What to work on
The answer is the full listing restated exactly, without any pictures.
++++++++++++++++++++
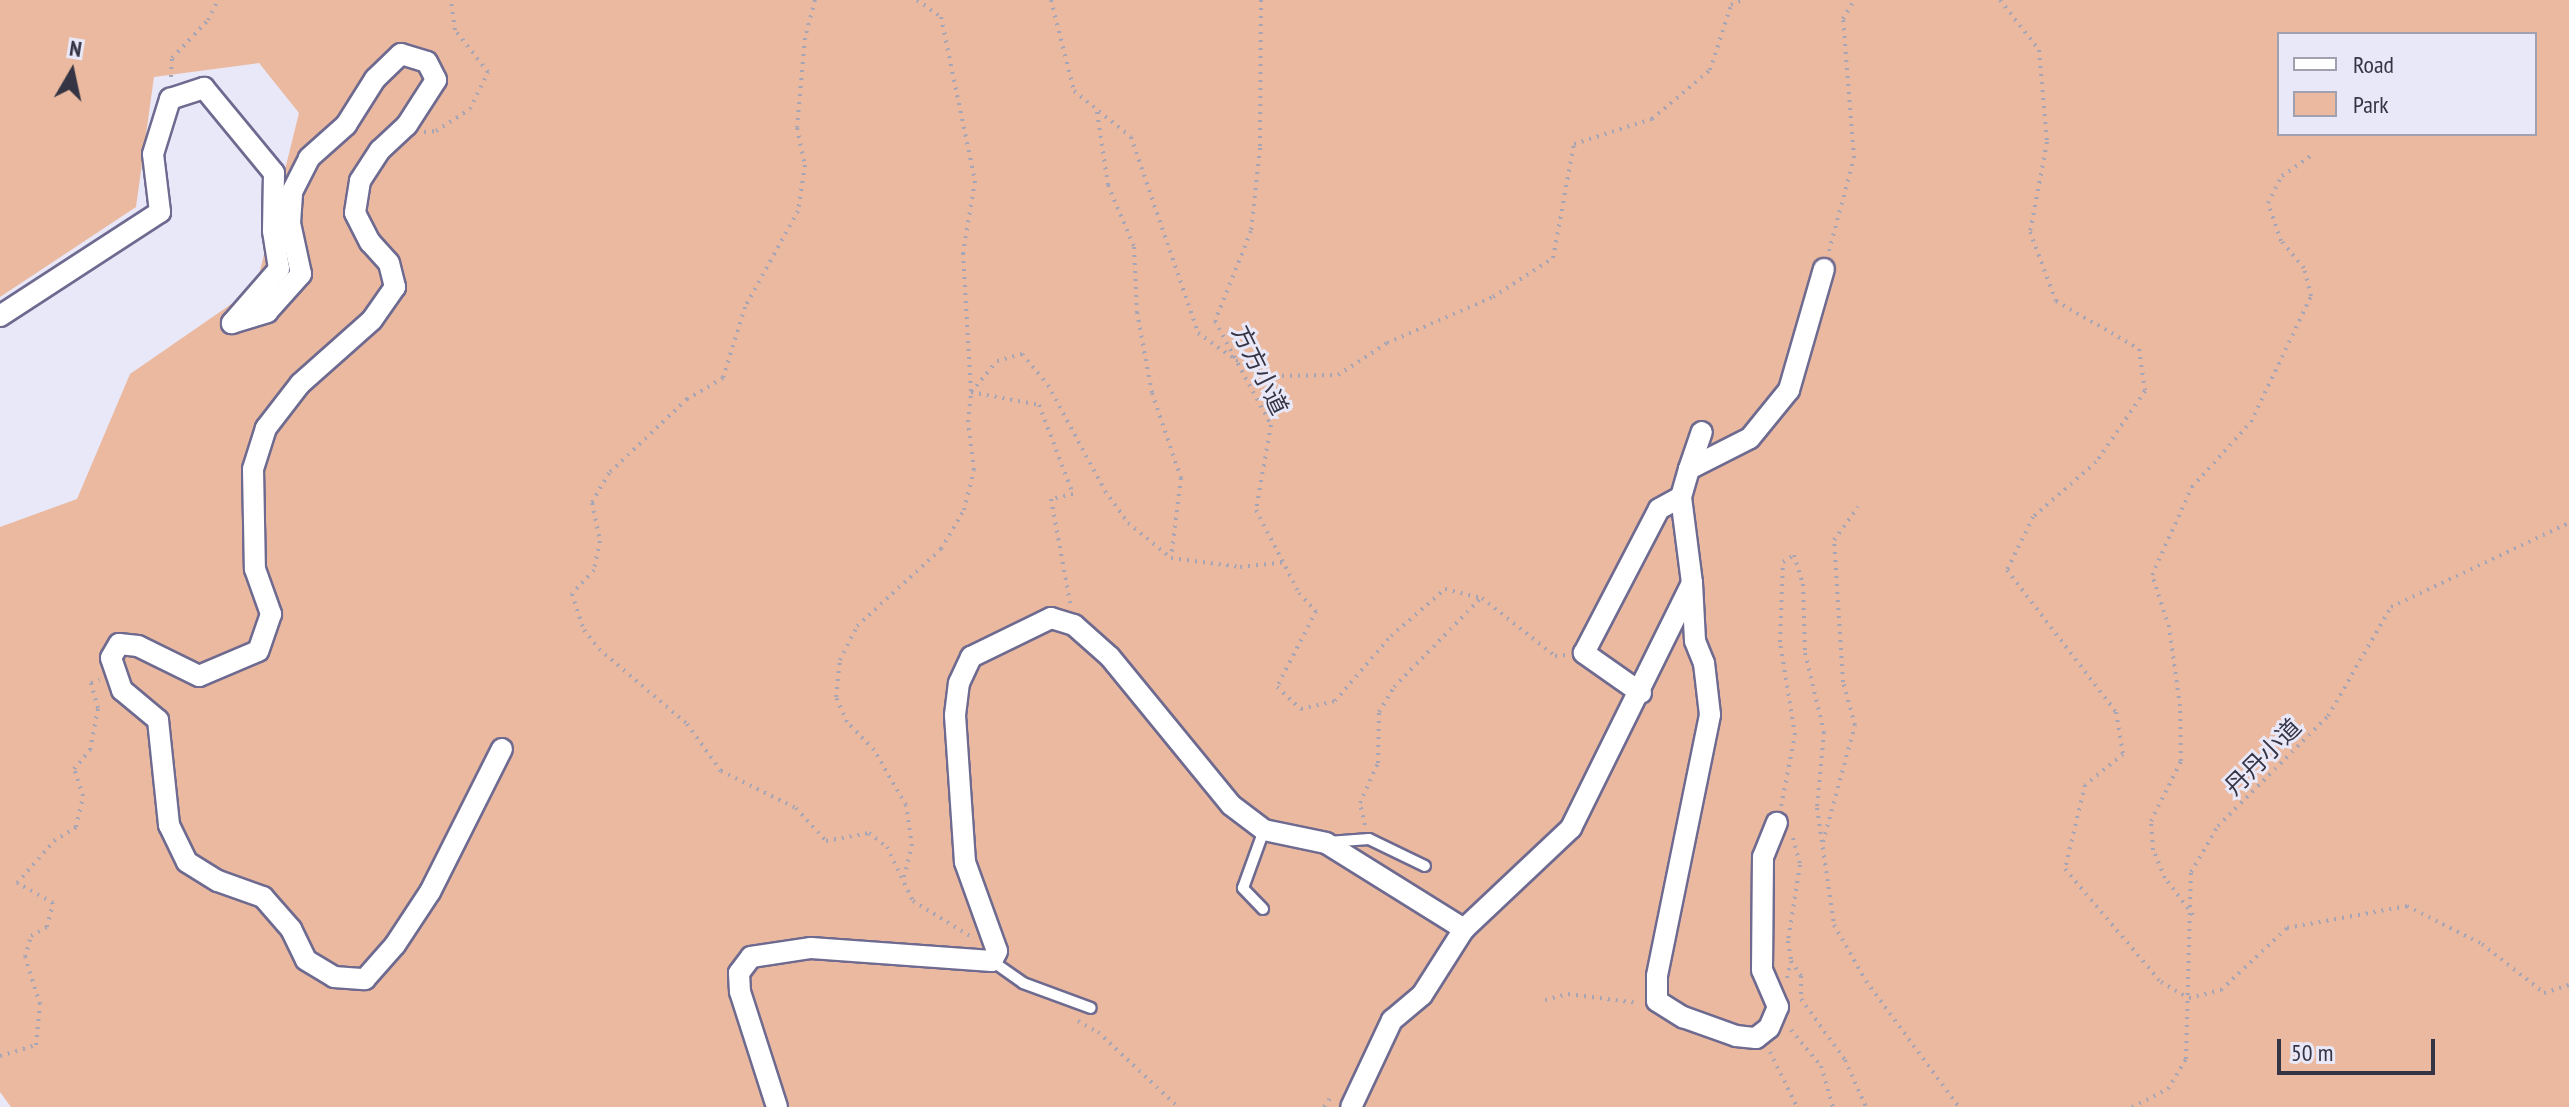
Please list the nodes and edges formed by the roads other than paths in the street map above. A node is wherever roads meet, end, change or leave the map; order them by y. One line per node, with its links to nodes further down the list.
1 (1824, 269): 4 (street)
2 (0, 316): 8 (street)
3 (1702, 432): 4 (street)
4 (1689, 469): 5 (street)
5 (1681, 497): 6 (street); 7 (street)
6 (1692, 583): 7 (street); 9 (street)
7 (1641, 693): 14 (street)
8 (502, 749)
9 (1777, 823)
10 (1264, 830): 11 (street); 13 (lane); 15 (street)
11 (1326, 843): 12 (lane); 14 (street)
12 (1425, 866)
13 (1263, 909)
14 (1464, 929): 18 (street)
15 (994, 956): 16 (lane); 17 (street)
16 (1091, 1008)
17 (777, 1107)
18 (1351, 1107)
++++++++++++++++++++
Output for this task
Please list the nodes and edges formed by the roads other than paths in the street map above. A node is wherever roads meet, end, change or leave the map; order them by y. One line per node, with its links to nodes further down the list.
1 (1824, 269): 4 (street)
2 (0, 316): 8 (street)
3 (1702, 432): 4 (street)
4 (1689, 469): 5 (street)
5 (1681, 497): 6 (street); 7 (street)
6 (1692, 583): 7 (street); 9 (street)
7 (1641, 693): 14 (street)
8 (502, 749)
9 (1777, 823)
10 (1264, 830): 11 (street); 13 (lane); 15 (street)
11 (1326, 843): 12 (lane); 14 (street)
12 (1425, 866)
13 (1263, 909)
14 (1464, 929): 18 (street)
15 (994, 956): 16 (lane); 17 (street)
16 (1091, 1008)
17 (777, 1107)
18 (1351, 1107)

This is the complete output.